We take a short detour on the Bee Camp Trail to look for water. The guidebook warns it’s a bushwhack, but someone’s clearly done some clearing. A faint track drops off the ridge. We still push through some brush, but the way is mostly open. We’re hot, a little tired, and definitely thirsty.
We reach the spot marked as Bee Camp but see no signs of a campsite. We keep descending, hoping to find water. The riverbed is dry.
Frustrated, we backtrack. I push through a patch of shrubs, collecting scratches and pokes, hoping to stumble on a hidden spring. Still nothing.
We drop farther into the canyon to keep searching. Eventually, we reach a flowing section of North Fork Big Creek. Relief. We fill our bottles and sit in a patch of shade to filter while the flies and gnats swarm in. My soft flask has several small holes, so every squeeze sends water spraying in different directions and slows the whole process down.
Back on the North Coast Ridge Trail, we hike above the clouds. Mountain views to the east, a vast sheet of fog covering the Pacific to the west. Up here, it’s full sun and angry gnats, another world entirely.
Cosmo and I get into a debate about which route has better views: the Condor Trail or the Oregon Desert Trail (ODT). I’m firmly team ODT. We get weirdly passionate about it, probably a side effect of the heat.
No amount of water can satisfy the kind of thirst this heat creates. It’s insatiable. Occasionally a cool ocean breeze brushes past, I pause and savor it. It calms my skin, dries my sweat, and, for a moment, pushes the gnats away.
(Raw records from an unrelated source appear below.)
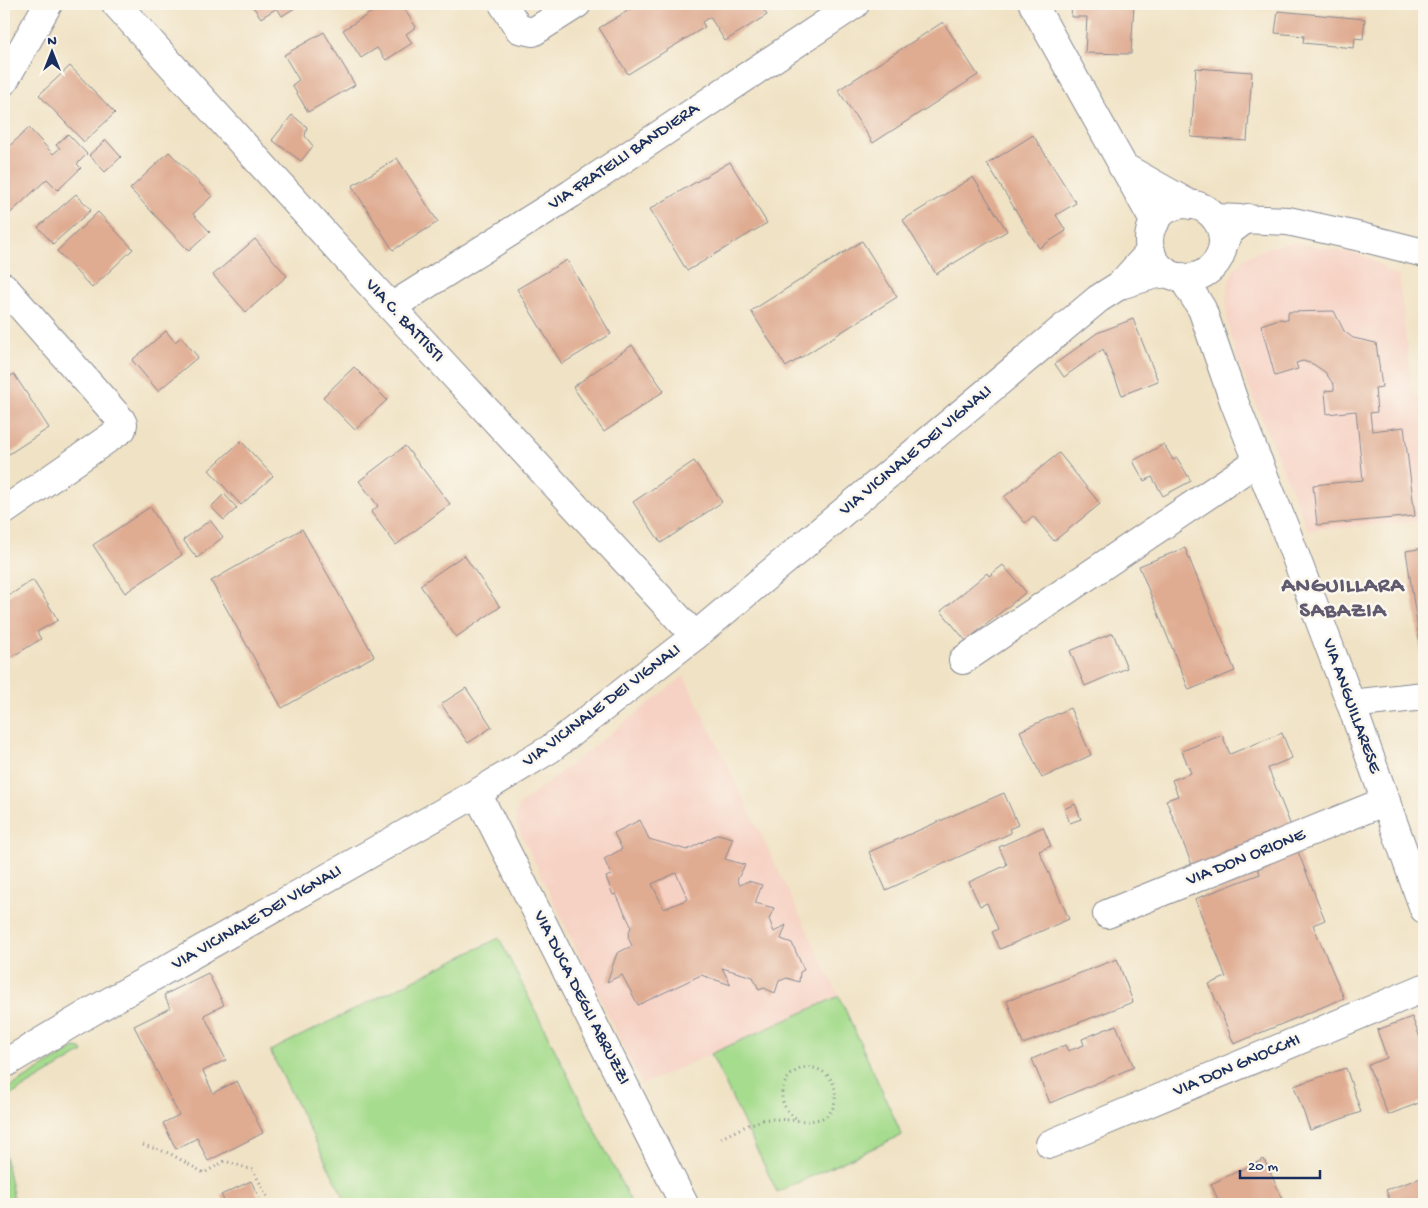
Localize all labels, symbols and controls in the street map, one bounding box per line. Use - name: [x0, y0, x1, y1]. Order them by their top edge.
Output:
- north arrow: [28, 28, 78, 78]
- text: N: [47, 33, 57, 50]
- street label: VIA FRATELLI BANDIERA: [544, 98, 705, 216]
- street label: VIA C. BATTISTI: [359, 274, 448, 367]
- street label: VIA VICINALE DEI VIGNALI: [835, 381, 997, 522]
- district label: ANGUILLARA SABAZIA: [1281, 574, 1405, 625]
- street label: VIA ANGUILLARESE: [1317, 635, 1385, 777]
- street label: VIA VICINALE DEI VIGNALI: [518, 640, 685, 773]
- street label: VIA DON ORIONE: [1183, 824, 1309, 892]
- street label: VIA VICINALE DEI VIGNALI: [167, 861, 346, 976]
- street label: VIA DUCA DEGLI ABRUZZI: [527, 906, 634, 1089]
- street label: VIA DON GNOCCHI: [1169, 1030, 1304, 1103]
- scale bar: [1240, 1148, 1320, 1180]
- text: 20 m: [1248, 1158, 1278, 1176]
It feels like an act of God.
Cosmo stops on the trail, staring up. I follow his gaze, just in time.
In a matter of seconds, a giant bird appears—then swoops silently over our heads. So close it feels like we could reach up and touch it. Wings outstretched. Black feathers, sharp white patches flashing underneath. A bare pink head, a tag on its wing. Unmistakable.
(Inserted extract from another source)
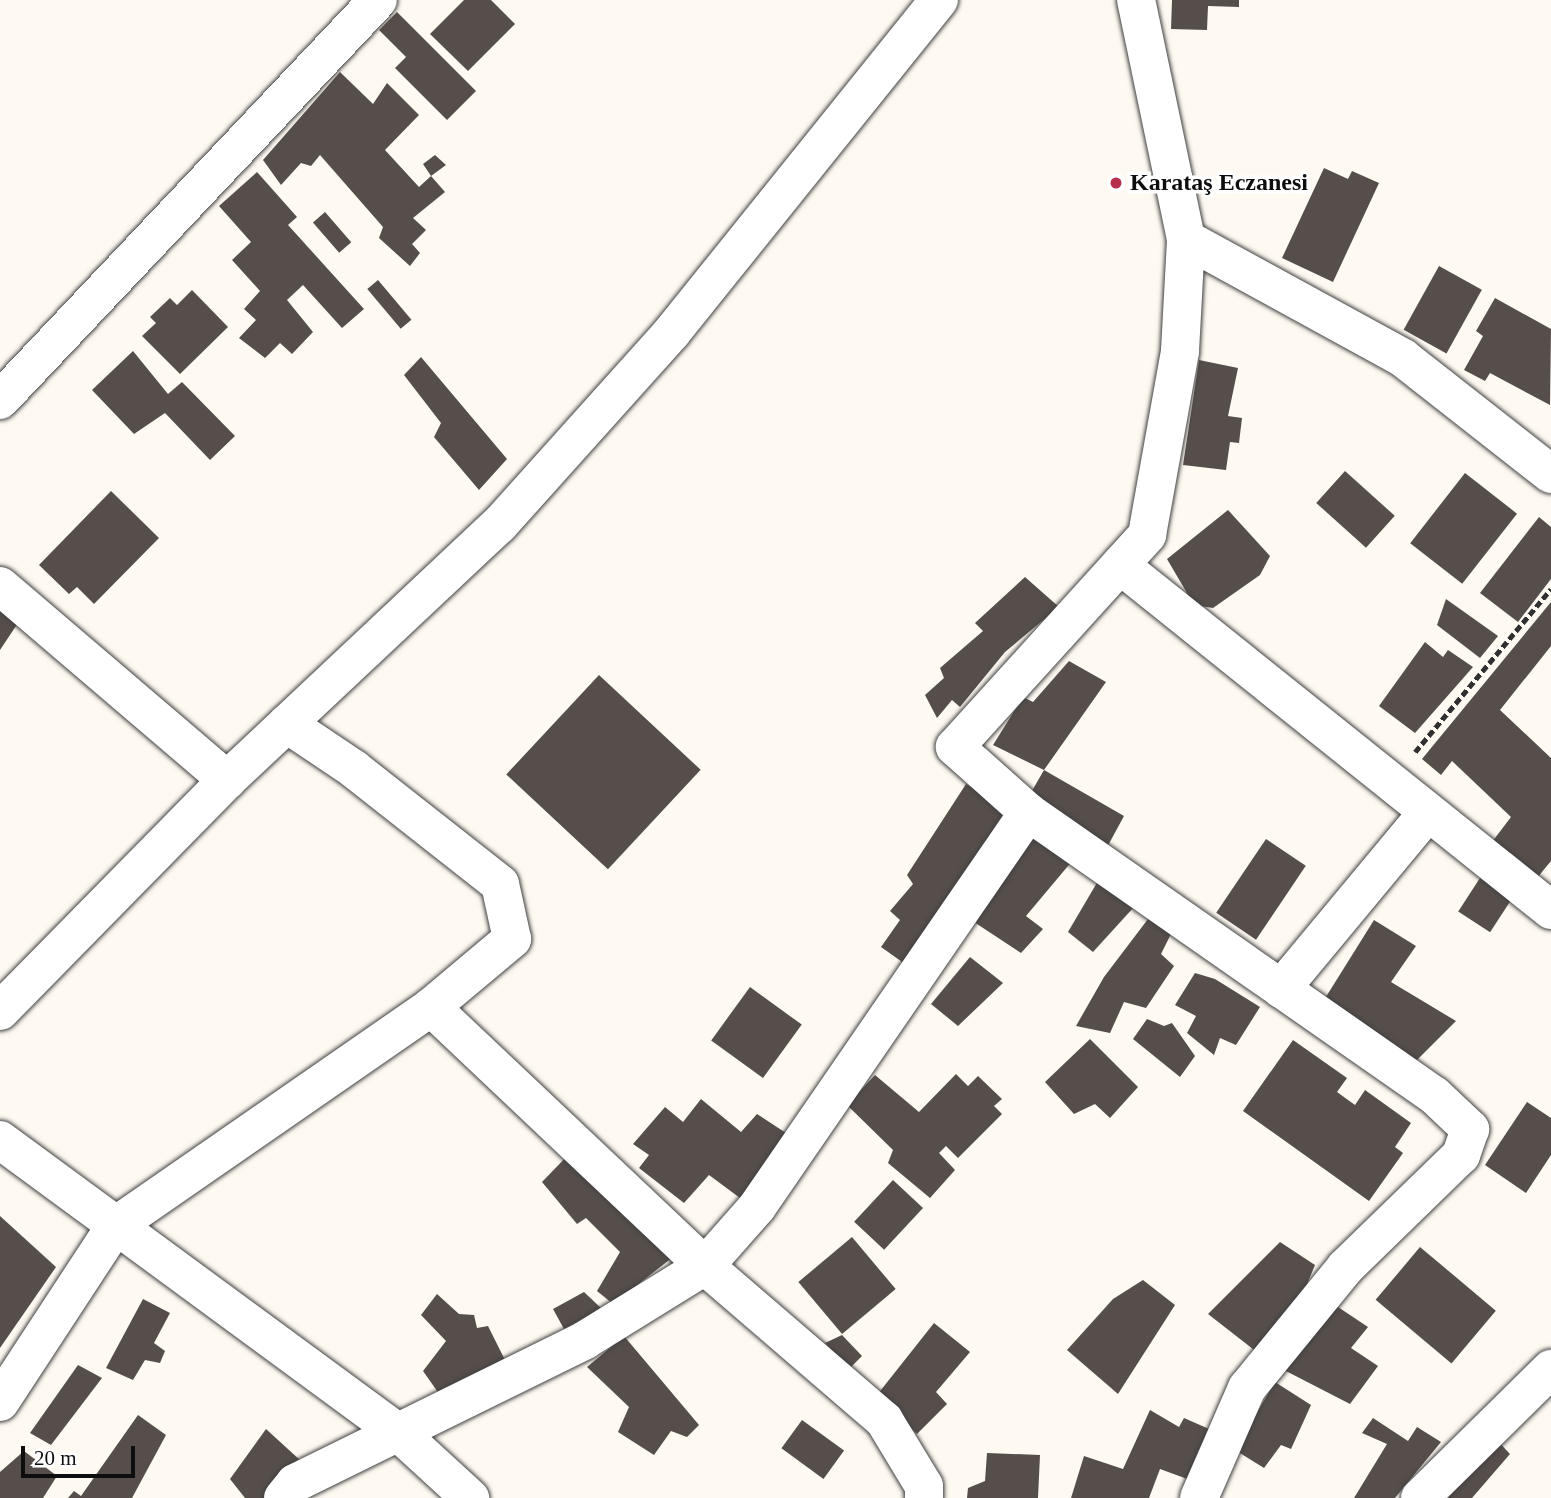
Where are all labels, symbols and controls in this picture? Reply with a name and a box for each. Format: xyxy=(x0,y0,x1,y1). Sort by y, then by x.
place label: Karataş Eczanesi xyxy=(1130,169,1308,197)
marker: Karataş Eczanesi xyxy=(1108,175,1124,191)
scale bar xyxy=(24,1432,138,1476)
text: 20 m xyxy=(34,1446,77,1470)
The wings stay still, it's soaring, not flying, just riding the current. It circles back toward us, drifting in slow, perfect loops.
The timing couldn’t be more perfect.
“Was that a condor?!”
“I think so!”
I lower the camera and watch as the condor circles, wide, slow, effortless.
I stand there, still stunned by what just happened.
When I finally look up, Cosmo’s already walking ahead. I jog to catch up.
“Where are you going?”
He glances back, a little uncertain. “I don’t know... it was flying really low. I wasn’t sure what it was doing.”
I laugh. “I don’t think it’s trying to snatch me.”
It keeps soaring above us in big, lazy loops, and we hike on, feeling satisfied. No matter what else happens out here, at least we saw a condor on the Condor Trail.
Later in the day we take a break under the shade of a western sycamore. Our water tastes hot.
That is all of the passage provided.